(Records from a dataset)
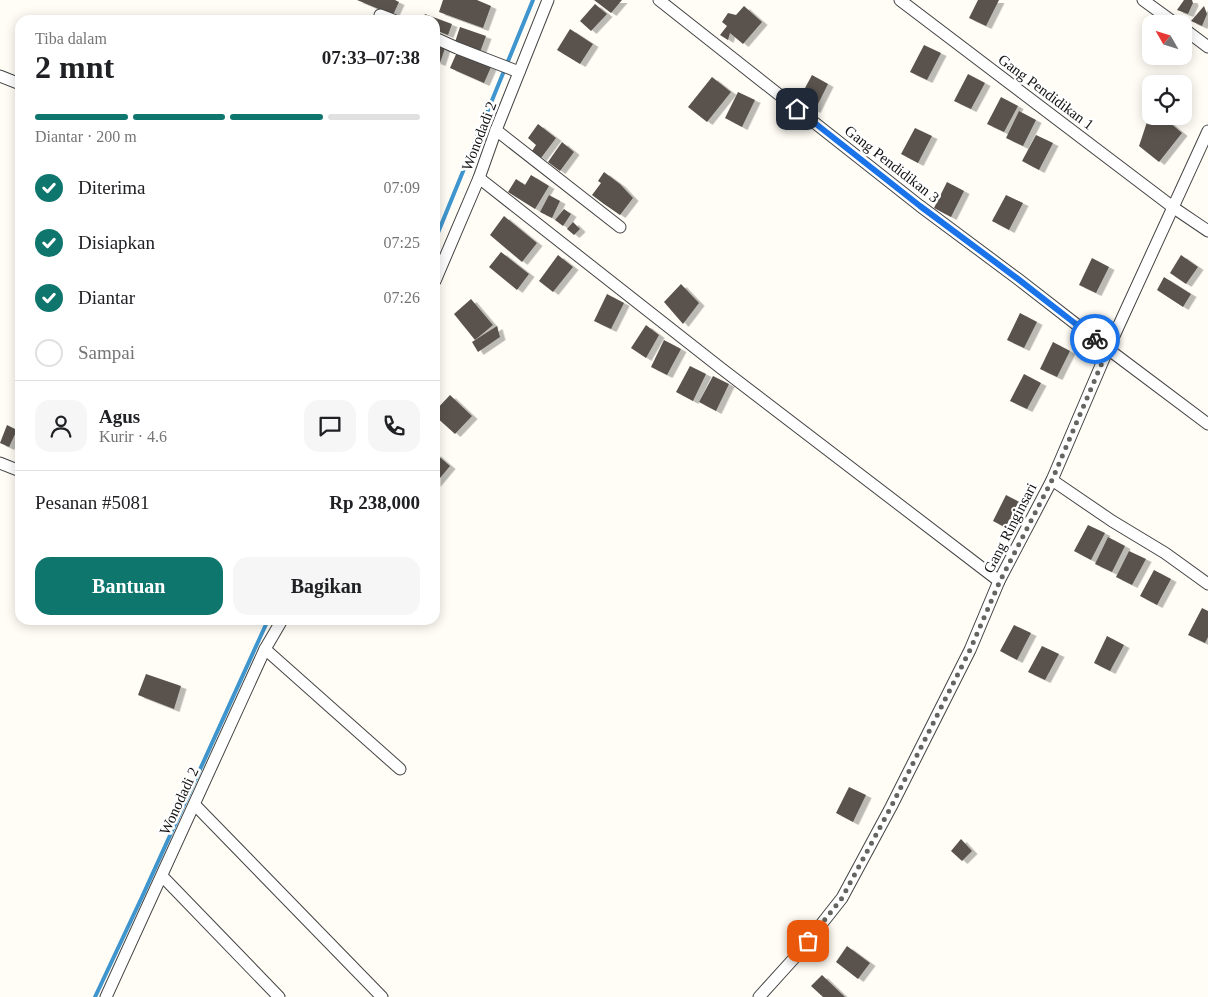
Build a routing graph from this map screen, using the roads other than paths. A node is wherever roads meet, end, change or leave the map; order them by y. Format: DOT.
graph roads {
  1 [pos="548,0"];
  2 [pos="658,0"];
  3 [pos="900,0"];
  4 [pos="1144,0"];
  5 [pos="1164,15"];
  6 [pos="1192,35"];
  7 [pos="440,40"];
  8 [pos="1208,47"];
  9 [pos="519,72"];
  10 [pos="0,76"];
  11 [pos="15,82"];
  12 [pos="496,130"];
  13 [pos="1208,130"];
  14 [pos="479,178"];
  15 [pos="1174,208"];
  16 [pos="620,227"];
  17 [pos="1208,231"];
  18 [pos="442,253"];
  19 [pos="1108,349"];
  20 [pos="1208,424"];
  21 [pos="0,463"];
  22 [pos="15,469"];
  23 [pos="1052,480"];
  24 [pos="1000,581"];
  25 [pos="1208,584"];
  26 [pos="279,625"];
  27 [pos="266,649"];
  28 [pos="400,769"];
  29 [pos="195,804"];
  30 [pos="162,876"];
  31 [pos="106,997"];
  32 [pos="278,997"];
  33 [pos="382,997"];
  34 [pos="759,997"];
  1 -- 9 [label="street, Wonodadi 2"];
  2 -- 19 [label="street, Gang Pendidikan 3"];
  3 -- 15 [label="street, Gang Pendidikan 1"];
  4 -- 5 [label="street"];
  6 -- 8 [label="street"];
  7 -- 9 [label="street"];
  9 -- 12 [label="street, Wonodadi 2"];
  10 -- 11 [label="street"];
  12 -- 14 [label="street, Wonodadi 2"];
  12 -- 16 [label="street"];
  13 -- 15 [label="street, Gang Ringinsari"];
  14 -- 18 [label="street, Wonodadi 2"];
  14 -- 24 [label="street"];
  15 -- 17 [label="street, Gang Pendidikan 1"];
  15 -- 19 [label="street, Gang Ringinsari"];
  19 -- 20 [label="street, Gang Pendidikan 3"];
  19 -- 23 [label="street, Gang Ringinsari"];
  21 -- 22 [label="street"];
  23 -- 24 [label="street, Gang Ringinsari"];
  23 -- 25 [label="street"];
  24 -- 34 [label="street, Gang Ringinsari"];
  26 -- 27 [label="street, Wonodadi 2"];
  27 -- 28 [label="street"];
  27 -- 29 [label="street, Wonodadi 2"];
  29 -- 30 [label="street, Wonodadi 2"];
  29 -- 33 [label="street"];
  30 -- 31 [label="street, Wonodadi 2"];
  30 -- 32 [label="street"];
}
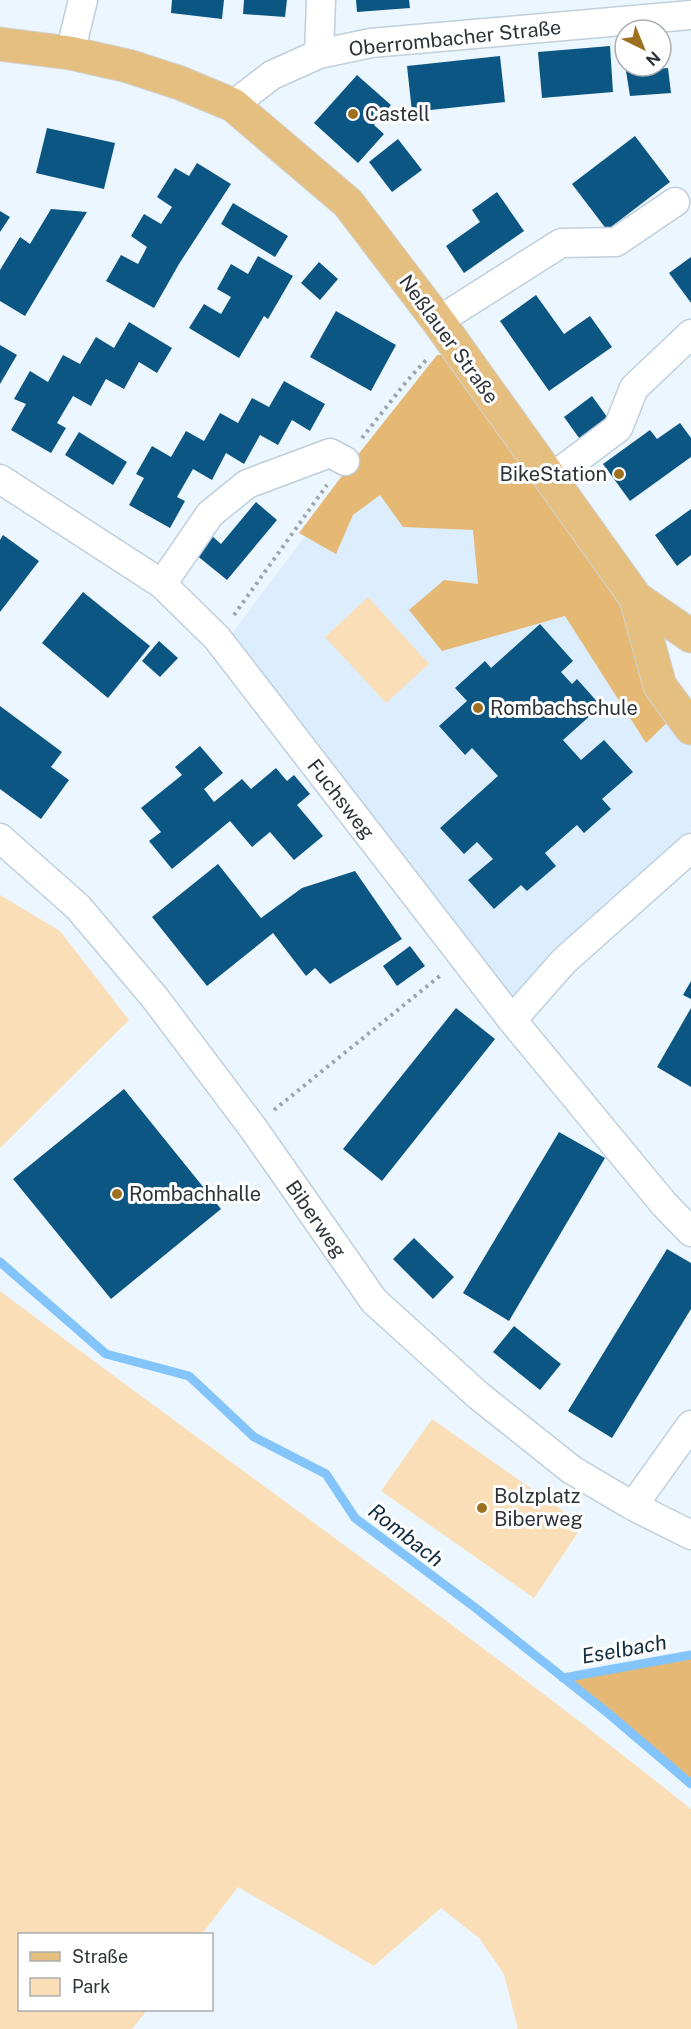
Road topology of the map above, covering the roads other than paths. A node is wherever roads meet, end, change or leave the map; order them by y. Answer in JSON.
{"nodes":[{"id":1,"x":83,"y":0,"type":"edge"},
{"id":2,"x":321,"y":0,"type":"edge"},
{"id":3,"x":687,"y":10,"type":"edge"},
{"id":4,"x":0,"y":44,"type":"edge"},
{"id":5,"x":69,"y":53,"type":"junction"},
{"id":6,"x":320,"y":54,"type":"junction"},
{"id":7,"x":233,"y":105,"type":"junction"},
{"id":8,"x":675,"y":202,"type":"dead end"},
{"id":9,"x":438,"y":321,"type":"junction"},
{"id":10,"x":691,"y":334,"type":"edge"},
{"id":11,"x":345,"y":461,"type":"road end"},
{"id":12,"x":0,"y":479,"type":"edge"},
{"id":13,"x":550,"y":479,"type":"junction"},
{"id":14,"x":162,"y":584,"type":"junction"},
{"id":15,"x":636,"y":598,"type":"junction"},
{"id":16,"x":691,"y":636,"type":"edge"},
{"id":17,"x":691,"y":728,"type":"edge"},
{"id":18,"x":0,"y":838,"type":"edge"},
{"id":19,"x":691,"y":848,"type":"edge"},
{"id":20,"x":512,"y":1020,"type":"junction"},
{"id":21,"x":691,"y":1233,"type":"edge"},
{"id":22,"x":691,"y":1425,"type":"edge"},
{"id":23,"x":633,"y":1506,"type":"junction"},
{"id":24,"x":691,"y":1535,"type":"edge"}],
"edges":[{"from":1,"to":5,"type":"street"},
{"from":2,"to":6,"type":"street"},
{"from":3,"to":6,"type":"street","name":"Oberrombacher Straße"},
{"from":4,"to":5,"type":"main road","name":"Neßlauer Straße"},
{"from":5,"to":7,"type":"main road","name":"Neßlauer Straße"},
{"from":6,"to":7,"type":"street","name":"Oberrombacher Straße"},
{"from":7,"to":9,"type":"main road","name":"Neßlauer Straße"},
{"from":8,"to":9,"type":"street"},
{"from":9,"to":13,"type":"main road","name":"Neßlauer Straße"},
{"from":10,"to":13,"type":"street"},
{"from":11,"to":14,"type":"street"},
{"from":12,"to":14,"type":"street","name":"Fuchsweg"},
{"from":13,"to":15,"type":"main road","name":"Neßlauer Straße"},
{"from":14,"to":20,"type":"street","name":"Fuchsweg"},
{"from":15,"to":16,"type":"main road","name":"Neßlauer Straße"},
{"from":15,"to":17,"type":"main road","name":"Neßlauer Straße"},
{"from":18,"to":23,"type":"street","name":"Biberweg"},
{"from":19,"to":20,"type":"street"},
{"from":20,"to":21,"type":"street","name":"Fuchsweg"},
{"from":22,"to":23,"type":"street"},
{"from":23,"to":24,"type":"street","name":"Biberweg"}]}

> **Work to be completed**
Could the entries above be printed again exactly, apart from the pictures?

> **Solution below**
Build a routing graph from this map screen, using the roads other than paths. A node is wherever roads meet, end, change or leave the map; order them by y. Format: DOT.
graph roads {
  1 [pos="548,0"];
  2 [pos="658,0"];
  3 [pos="900,0"];
  4 [pos="1144,0"];
  5 [pos="1164,15"];
  6 [pos="1192,35"];
  7 [pos="440,40"];
  8 [pos="1208,47"];
  9 [pos="519,72"];
  10 [pos="0,76"];
  11 [pos="15,82"];
  12 [pos="496,130"];
  13 [pos="1208,130"];
  14 [pos="479,178"];
  15 [pos="1174,208"];
  16 [pos="620,227"];
  17 [pos="1208,231"];
  18 [pos="442,253"];
  19 [pos="1108,349"];
  20 [pos="1208,424"];
  21 [pos="0,463"];
  22 [pos="15,469"];
  23 [pos="1052,480"];
  24 [pos="1000,581"];
  25 [pos="1208,584"];
  26 [pos="279,625"];
  27 [pos="266,649"];
  28 [pos="400,769"];
  29 [pos="195,804"];
  30 [pos="162,876"];
  31 [pos="106,997"];
  32 [pos="278,997"];
  33 [pos="382,997"];
  34 [pos="759,997"];
  1 -- 9 [label="street, Wonodadi 2"];
  2 -- 19 [label="street, Gang Pendidikan 3"];
  3 -- 15 [label="street, Gang Pendidikan 1"];
  4 -- 5 [label="street"];
  6 -- 8 [label="street"];
  7 -- 9 [label="street"];
  9 -- 12 [label="street, Wonodadi 2"];
  10 -- 11 [label="street"];
  12 -- 14 [label="street, Wonodadi 2"];
  12 -- 16 [label="street"];
  13 -- 15 [label="street, Gang Ringinsari"];
  14 -- 18 [label="street, Wonodadi 2"];
  14 -- 24 [label="street"];
  15 -- 17 [label="street, Gang Pendidikan 1"];
  15 -- 19 [label="street, Gang Ringinsari"];
  19 -- 20 [label="street, Gang Pendidikan 3"];
  19 -- 23 [label="street, Gang Ringinsari"];
  21 -- 22 [label="street"];
  23 -- 24 [label="street, Gang Ringinsari"];
  23 -- 25 [label="street"];
  24 -- 34 [label="street, Gang Ringinsari"];
  26 -- 27 [label="street, Wonodadi 2"];
  27 -- 28 [label="street"];
  27 -- 29 [label="street, Wonodadi 2"];
  29 -- 30 [label="street, Wonodadi 2"];
  29 -- 33 [label="street"];
  30 -- 31 [label="street, Wonodadi 2"];
  30 -- 32 [label="street"];
}
Road topology of the map above, covering the roads other than paths. A node is wherever roads meet, end, change or leave the map; order them by y. Answer in JSON.
{"nodes":[{"id":1,"x":83,"y":0,"type":"edge"},
{"id":2,"x":321,"y":0,"type":"edge"},
{"id":3,"x":687,"y":10,"type":"edge"},
{"id":4,"x":0,"y":44,"type":"edge"},
{"id":5,"x":69,"y":53,"type":"junction"},
{"id":6,"x":320,"y":54,"type":"junction"},
{"id":7,"x":233,"y":105,"type":"junction"},
{"id":8,"x":675,"y":202,"type":"dead end"},
{"id":9,"x":438,"y":321,"type":"junction"},
{"id":10,"x":691,"y":334,"type":"edge"},
{"id":11,"x":345,"y":461,"type":"road end"},
{"id":12,"x":0,"y":479,"type":"edge"},
{"id":13,"x":550,"y":479,"type":"junction"},
{"id":14,"x":162,"y":584,"type":"junction"},
{"id":15,"x":636,"y":598,"type":"junction"},
{"id":16,"x":691,"y":636,"type":"edge"},
{"id":17,"x":691,"y":728,"type":"edge"},
{"id":18,"x":0,"y":838,"type":"edge"},
{"id":19,"x":691,"y":848,"type":"edge"},
{"id":20,"x":512,"y":1020,"type":"junction"},
{"id":21,"x":691,"y":1233,"type":"edge"},
{"id":22,"x":691,"y":1425,"type":"edge"},
{"id":23,"x":633,"y":1506,"type":"junction"},
{"id":24,"x":691,"y":1535,"type":"edge"}],
"edges":[{"from":1,"to":5,"type":"street"},
{"from":2,"to":6,"type":"street"},
{"from":3,"to":6,"type":"street","name":"Oberrombacher Straße"},
{"from":4,"to":5,"type":"main road","name":"Neßlauer Straße"},
{"from":5,"to":7,"type":"main road","name":"Neßlauer Straße"},
{"from":6,"to":7,"type":"street","name":"Oberrombacher Straße"},
{"from":7,"to":9,"type":"main road","name":"Neßlauer Straße"},
{"from":8,"to":9,"type":"street"},
{"from":9,"to":13,"type":"main road","name":"Neßlauer Straße"},
{"from":10,"to":13,"type":"street"},
{"from":11,"to":14,"type":"street"},
{"from":12,"to":14,"type":"street","name":"Fuchsweg"},
{"from":13,"to":15,"type":"main road","name":"Neßlauer Straße"},
{"from":14,"to":20,"type":"street","name":"Fuchsweg"},
{"from":15,"to":16,"type":"main road","name":"Neßlauer Straße"},
{"from":15,"to":17,"type":"main road","name":"Neßlauer Straße"},
{"from":18,"to":23,"type":"street","name":"Biberweg"},
{"from":19,"to":20,"type":"street"},
{"from":20,"to":21,"type":"street","name":"Fuchsweg"},
{"from":22,"to":23,"type":"street"},
{"from":23,"to":24,"type":"street","name":"Biberweg"}]}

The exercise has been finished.